Most members of our team come from the legal profession and are members of the Bar. The Bar Exam and prior experience as an attorney certainly work in candidates’ favor. However, previous practice as an attorney brings with it certain impediments at the same time. For one thing, the attorney-client approach is different than the approach required of an in-house lawyer vis-a-vis an “internal” company client. That difference is large, and includes many elements, such as the manner of handling the agenda, communication, attitude, task efficiency evaluation, and the division of powers and responsibilities between the legal department and other departments in the company. Most of our colleagues struggled with this change of environment at the beginning of their time with us – a completely natural reaction.  

In addition, typically, an attorney in a law firm communicates with colleagues and partners and the assignments that he or she gets are clearly defined, with full documentation. The form in which the attorney processes her/her tasks conforms to the form preferred by the law firm he/she works for.

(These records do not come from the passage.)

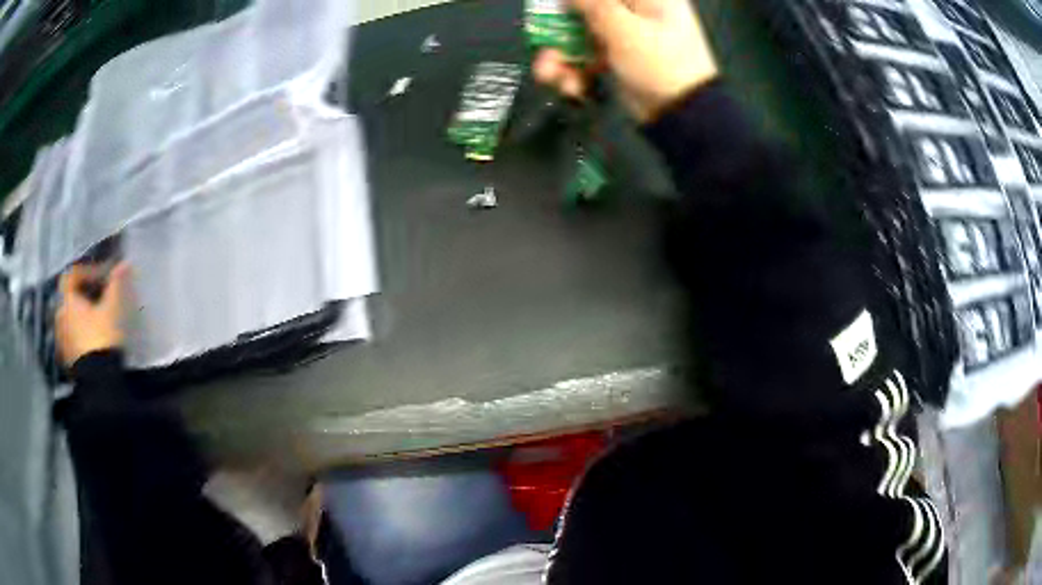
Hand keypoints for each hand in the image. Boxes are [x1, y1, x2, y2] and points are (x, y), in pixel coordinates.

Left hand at [56, 262, 129, 366]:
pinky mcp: (68, 360)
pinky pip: (72, 339)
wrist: (99, 381)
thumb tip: (124, 264)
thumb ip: (116, 284)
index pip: (72, 275)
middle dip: (83, 296)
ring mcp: (62, 341)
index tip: (103, 277)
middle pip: (69, 298)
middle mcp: (60, 317)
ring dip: (81, 317)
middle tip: (99, 298)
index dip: (87, 271)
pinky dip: (81, 335)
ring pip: (70, 320)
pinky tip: (94, 341)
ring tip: (97, 321)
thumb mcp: (113, 308)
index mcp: (68, 301)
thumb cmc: (102, 337)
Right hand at [533, 0, 718, 121]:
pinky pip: (586, 56)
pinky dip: (574, 71)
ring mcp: (625, 35)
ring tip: (549, 74)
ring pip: (580, 33)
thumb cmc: (660, 64)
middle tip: (540, 42)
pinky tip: (571, 86)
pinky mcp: (617, 59)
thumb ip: (592, 3)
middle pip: (585, 8)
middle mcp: (635, 11)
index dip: (575, 0)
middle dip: (557, 28)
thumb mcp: (623, 28)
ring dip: (559, 55)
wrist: (682, 115)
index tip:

The various assignments that the attorney handles are of appropriate levels of complexity and significance. 

This is rather different from in-house lawyers. Communication within a company is much more challenging than it is within a law firm, and although the Ahold Legal Team is directly subordinated to the Board, the team members still need to be in close and frequent contact with other employees and departments, including shops, as part of their day-to-day agenda. Frequently, they must handle urgent tasks where they are expected to set priorities, and sometimes even to clarify and determine what exactly is needed from them and how to process the task, striving always for effective and practical solutions. Also, they often encounter situations involving issues of overlapping or unclear authority. These aspects of the in-house environment usually take an attorney coming from a law firm by surprise and he or she must learn how to deal with them successfully. 

The question of motivation is considered frequently and extensively – but it is almost always described as having three basic component parts: (1) enthusiasm for and satisfaction with the work; (2) teamwork satisfaction and appreciation of the employer; and, last but not least, (3) appropriate rewards and benefits. 

The story of job satisfaction is never-ending as long as we work – but it always begins at the recruitment stage. To give a candidate a clear and honest account of the kind of work he or she will be doing and the company’s expectations of them is a key element of the interview – which is why it’s so important for us to be personally present there. 

Teamwork satisfaction, along with transparent and clear communication, is in the hands of the head of the department and his or her managerial know-how. The rules for communication he or she lays down have much to do with the team’s response and how the department is perceived by other departments in the company.  

The rewards and benefits reflect the economic power of the company, the relevant market standard and, naturally, the department’s results. This third component of motivation is very important, but – as perceived personally and confirmed by previous work experience – the first two parts, in combination, provides the foundation. 

Just as the head of the legal department should be there at the beginning – and be personally present at the candidate interviews – he or she should stick to two basic principles of effective, appropriate, and successful management of the legal department: to always know what is going on in the department and what tasks are being handled, and to trust the team. The “one for all and all for one” principle should absolutely apply here. The results of individual team members are the results of the legal department as a whole. No sophisticated management technical rules and reporting can replace personal, regular contact with team members and the building of a platform of trust.